Outre le contentieux de la qualité de l’air, le contentieux climatique a également connu d’importants développements dans les dernières années. Ces deux contentieux distincts s’inscrivent désormais dans une logique commune.

En effet, en novembre 2020, le Conseil d’État a demandé au gouvernement de justifier, dans un délai de trois mois, du caractère suffisant des mesures prises pour respecter la trajectoire de baisse des émissions de GES prévue pour 2030 (CE 19 nov. 2020, n° 427301, Dalloz actualité, 27 nov. 2020, obs. C. Collin ; Lebon ; AJDA 2021. 217 ; ibid. 2115 ; ibid. 2020. 2287 ; ibid. 2021. 2115, note H. Delzangles ; D. 2020. 2292, et les obs. ; ibid. 2021. 923, obs. S. Clavel et F. Jault-Seseke ; ibid. 1004, obs. G. Leray et V. Monteillet ; RFDA 2021. 747, note A. Van Lang, A. Perrin et M. Deffairi ; RTD eur. 2021. 484, obs. D. Ritleng ). Le 1er juillet, il a enjoint au gouvernement de prendre avant le 31 mars 2022 les mesures nécessaires pour atteindre ledit objectif (CE 1er juill. 2021, n° 427301, Dalloz actualité, 2 juill. 2021, obs. J.-M. Pastor ; Lebon avec les concl. ; AJDA 2021. 1413 ; ibid. 2115 , note H. Delzangles ; D. 2021. 1287, et les obs. ; ibid. 2022. 963, obs. V. Monteillet et G. Leray ; RFDA 2021. 777, concl. S. Hoynck ; RTD eur. 2022. 600, obs. P. Thieffry ). Le 10 mai 2023, le Conseil d’État a conclu que sa précédente décision n’avait pas été mise en œuvre, et a adressé une nouvelle injonction au gouvernement de prendre, avant le 30 juin 2024, toutes les mesures nécessaires à l’objectif de réduction des émissions de 40 % en 2030 (CE 10 mai 2023, n° 467982, Dalloz actualité, 17 mai 2023, obs. J.-M. Pastor ; Grande-Synthe (Cne) et autres, Lebon ; AJDA 2023. 919 ; ibid. 1081, tribune B. Seiller ).

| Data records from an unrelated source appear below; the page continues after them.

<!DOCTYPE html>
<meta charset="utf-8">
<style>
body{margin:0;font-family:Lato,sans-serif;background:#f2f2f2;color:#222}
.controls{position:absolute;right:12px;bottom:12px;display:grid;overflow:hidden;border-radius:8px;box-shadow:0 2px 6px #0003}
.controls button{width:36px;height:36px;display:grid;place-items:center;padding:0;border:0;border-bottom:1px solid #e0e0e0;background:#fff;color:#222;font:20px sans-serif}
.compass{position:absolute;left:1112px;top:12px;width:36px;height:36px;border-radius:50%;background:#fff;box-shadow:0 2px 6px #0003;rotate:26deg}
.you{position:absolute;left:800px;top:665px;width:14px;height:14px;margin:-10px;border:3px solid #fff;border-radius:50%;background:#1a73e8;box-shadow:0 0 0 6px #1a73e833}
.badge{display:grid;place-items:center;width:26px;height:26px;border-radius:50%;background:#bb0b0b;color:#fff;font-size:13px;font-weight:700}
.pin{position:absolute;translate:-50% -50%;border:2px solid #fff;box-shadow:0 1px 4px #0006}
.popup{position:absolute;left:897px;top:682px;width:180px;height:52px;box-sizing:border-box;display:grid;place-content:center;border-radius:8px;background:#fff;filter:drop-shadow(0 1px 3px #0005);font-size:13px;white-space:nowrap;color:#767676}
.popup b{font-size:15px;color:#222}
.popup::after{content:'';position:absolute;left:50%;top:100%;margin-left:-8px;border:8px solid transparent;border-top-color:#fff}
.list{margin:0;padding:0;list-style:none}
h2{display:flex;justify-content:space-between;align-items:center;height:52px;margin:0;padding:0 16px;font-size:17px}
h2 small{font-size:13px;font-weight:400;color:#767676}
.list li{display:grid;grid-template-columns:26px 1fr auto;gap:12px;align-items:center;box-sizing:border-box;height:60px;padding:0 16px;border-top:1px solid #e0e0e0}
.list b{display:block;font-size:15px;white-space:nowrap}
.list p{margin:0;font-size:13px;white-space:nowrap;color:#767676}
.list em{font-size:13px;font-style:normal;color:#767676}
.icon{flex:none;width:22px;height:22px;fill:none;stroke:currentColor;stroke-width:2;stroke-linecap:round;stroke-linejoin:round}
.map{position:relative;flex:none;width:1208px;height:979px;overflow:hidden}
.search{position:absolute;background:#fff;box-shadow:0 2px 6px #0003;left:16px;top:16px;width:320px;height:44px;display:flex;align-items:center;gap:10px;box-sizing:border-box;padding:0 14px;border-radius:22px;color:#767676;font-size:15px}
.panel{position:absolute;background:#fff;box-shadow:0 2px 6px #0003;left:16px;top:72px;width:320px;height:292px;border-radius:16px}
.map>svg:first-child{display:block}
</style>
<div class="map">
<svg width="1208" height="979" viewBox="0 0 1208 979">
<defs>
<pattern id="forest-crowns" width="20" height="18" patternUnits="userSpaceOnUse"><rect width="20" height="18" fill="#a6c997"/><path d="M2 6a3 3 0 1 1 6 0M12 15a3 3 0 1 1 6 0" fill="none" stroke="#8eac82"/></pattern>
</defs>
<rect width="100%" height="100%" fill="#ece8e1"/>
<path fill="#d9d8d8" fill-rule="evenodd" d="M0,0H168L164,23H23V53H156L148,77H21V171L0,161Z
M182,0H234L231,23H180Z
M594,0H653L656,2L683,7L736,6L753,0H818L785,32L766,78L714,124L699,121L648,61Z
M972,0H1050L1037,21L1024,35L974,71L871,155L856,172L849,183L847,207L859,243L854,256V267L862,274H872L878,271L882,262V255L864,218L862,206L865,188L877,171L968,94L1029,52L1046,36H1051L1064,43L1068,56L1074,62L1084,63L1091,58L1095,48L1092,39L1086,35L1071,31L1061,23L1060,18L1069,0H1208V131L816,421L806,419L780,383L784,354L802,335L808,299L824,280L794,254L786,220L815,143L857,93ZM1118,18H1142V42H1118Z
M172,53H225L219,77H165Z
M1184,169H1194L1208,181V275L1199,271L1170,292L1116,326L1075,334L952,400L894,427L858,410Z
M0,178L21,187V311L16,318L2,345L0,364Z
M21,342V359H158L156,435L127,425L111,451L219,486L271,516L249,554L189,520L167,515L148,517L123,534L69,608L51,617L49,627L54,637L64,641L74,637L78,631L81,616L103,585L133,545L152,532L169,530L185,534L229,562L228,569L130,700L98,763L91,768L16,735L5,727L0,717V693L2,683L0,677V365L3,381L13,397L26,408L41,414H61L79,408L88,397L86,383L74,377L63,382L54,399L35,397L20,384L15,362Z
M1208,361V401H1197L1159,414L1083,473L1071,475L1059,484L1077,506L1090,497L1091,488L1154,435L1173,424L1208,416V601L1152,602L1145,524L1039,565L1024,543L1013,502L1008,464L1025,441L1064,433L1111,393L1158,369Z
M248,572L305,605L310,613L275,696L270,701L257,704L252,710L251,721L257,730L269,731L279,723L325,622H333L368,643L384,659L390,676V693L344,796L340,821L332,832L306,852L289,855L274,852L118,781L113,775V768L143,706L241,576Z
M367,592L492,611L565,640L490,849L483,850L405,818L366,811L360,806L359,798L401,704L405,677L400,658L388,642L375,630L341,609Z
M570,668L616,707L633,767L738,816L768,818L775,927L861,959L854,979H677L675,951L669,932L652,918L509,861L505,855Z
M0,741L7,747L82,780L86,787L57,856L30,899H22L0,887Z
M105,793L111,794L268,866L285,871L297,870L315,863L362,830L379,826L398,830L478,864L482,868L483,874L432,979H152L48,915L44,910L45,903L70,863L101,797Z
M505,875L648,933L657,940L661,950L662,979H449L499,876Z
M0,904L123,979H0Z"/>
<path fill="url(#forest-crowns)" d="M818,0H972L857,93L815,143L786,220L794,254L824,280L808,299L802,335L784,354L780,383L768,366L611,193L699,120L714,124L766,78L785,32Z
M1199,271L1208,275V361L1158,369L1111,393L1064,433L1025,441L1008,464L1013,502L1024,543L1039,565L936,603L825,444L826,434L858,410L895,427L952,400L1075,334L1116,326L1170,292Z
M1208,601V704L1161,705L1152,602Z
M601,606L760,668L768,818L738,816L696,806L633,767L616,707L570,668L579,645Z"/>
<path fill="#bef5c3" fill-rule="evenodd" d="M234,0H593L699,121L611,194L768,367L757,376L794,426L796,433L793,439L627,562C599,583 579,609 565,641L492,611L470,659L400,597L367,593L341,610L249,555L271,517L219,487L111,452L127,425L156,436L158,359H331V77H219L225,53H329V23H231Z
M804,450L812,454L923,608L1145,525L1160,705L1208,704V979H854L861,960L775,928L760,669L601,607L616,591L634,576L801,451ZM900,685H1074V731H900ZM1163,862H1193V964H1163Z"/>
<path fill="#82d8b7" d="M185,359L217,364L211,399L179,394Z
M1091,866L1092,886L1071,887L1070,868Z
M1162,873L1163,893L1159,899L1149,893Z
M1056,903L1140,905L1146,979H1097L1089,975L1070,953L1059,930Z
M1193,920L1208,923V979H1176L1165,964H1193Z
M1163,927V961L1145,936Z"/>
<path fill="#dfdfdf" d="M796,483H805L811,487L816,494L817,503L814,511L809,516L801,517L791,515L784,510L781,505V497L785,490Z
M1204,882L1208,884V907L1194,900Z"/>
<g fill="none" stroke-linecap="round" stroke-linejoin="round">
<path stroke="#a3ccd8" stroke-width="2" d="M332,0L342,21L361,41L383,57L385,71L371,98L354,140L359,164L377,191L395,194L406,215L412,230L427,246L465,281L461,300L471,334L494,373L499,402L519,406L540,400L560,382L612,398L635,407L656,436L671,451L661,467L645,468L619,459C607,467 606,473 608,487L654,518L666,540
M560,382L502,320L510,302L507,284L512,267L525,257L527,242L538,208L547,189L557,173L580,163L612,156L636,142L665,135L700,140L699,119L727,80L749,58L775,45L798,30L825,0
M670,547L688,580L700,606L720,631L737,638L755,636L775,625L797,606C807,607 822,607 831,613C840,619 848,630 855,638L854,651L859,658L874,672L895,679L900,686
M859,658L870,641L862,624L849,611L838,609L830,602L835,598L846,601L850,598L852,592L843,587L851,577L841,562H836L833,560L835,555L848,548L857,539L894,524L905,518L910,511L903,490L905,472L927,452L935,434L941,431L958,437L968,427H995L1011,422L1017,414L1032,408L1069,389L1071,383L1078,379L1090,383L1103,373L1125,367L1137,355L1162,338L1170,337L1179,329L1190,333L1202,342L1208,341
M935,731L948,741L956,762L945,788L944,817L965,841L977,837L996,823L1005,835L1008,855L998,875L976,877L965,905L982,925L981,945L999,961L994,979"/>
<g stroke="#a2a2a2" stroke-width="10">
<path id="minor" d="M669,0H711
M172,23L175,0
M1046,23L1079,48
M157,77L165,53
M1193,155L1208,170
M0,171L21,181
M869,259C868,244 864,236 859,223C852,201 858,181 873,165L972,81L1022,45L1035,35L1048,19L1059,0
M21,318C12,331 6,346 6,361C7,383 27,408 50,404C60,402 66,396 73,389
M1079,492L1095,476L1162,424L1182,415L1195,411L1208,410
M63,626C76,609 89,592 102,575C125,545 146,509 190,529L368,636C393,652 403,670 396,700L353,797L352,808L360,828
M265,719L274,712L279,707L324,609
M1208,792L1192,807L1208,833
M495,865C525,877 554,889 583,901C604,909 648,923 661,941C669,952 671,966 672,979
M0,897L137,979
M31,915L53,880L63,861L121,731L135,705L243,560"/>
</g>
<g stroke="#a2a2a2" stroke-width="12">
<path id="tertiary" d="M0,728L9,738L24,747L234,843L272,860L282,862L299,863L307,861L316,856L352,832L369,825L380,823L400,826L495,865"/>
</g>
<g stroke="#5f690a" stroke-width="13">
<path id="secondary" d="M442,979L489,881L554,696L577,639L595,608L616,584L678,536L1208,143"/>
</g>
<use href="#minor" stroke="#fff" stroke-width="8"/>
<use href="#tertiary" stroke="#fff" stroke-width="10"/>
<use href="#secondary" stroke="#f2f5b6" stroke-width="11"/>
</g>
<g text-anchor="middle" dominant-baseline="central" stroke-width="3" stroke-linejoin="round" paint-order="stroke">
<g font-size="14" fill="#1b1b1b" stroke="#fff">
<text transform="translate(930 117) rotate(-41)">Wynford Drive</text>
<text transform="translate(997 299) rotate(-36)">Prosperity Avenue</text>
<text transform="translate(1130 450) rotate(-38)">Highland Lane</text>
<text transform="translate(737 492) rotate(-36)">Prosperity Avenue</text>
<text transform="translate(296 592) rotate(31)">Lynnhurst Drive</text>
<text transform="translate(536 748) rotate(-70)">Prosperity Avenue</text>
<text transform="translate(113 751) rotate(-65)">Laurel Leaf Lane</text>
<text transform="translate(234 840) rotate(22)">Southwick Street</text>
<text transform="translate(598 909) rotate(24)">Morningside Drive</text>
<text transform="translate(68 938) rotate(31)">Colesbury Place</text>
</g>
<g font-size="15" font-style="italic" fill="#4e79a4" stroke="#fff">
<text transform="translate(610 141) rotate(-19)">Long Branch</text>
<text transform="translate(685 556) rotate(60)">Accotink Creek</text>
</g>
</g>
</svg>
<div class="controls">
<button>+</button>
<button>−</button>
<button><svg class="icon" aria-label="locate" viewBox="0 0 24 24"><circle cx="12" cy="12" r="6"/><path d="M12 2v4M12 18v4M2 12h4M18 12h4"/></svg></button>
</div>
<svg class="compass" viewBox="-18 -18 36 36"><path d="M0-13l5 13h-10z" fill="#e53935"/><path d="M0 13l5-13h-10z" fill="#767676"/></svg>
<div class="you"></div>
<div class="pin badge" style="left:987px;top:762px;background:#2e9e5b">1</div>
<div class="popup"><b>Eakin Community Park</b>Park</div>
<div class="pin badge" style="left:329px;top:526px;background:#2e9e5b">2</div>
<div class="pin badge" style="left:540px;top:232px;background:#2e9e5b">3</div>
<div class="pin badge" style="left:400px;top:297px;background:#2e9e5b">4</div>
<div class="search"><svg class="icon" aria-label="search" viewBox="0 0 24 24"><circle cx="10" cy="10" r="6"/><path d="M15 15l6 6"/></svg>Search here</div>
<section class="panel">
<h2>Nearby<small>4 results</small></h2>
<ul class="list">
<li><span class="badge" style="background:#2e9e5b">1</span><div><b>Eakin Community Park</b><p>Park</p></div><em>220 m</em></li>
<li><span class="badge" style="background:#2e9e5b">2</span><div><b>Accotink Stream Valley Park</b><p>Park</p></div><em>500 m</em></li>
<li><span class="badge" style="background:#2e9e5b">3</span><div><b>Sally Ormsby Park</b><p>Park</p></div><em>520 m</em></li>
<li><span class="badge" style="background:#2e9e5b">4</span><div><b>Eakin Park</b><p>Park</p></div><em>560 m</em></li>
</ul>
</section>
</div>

Enfin, en mars 2019, quatre associations ont introduit un recours devant le Tribunal administratif de Paris pour obtenir la condamnation de l’État à réparer leur préjudice moral et le préjudice écologique subi.

Le 3 février 2021, le tribunal a exigé que l’État répare le préjudice écologique causé. Le 14 octobre 2021, il a confirmé la persistance du préjudice à hauteur de 15 Mt CO2eq malgré une réduction significative des émissions en 2020, et a ordonné au gouvernement de prendre les mesures nécessaires pour compenser les émissions restantes du premier budget carbone (TA Paris, 14 oct. 2021, n° 1904967, Dalloz actualité, 18 oct. 2021, obs. J.-M. Pastor ; AJDA 2022. 929 , note R....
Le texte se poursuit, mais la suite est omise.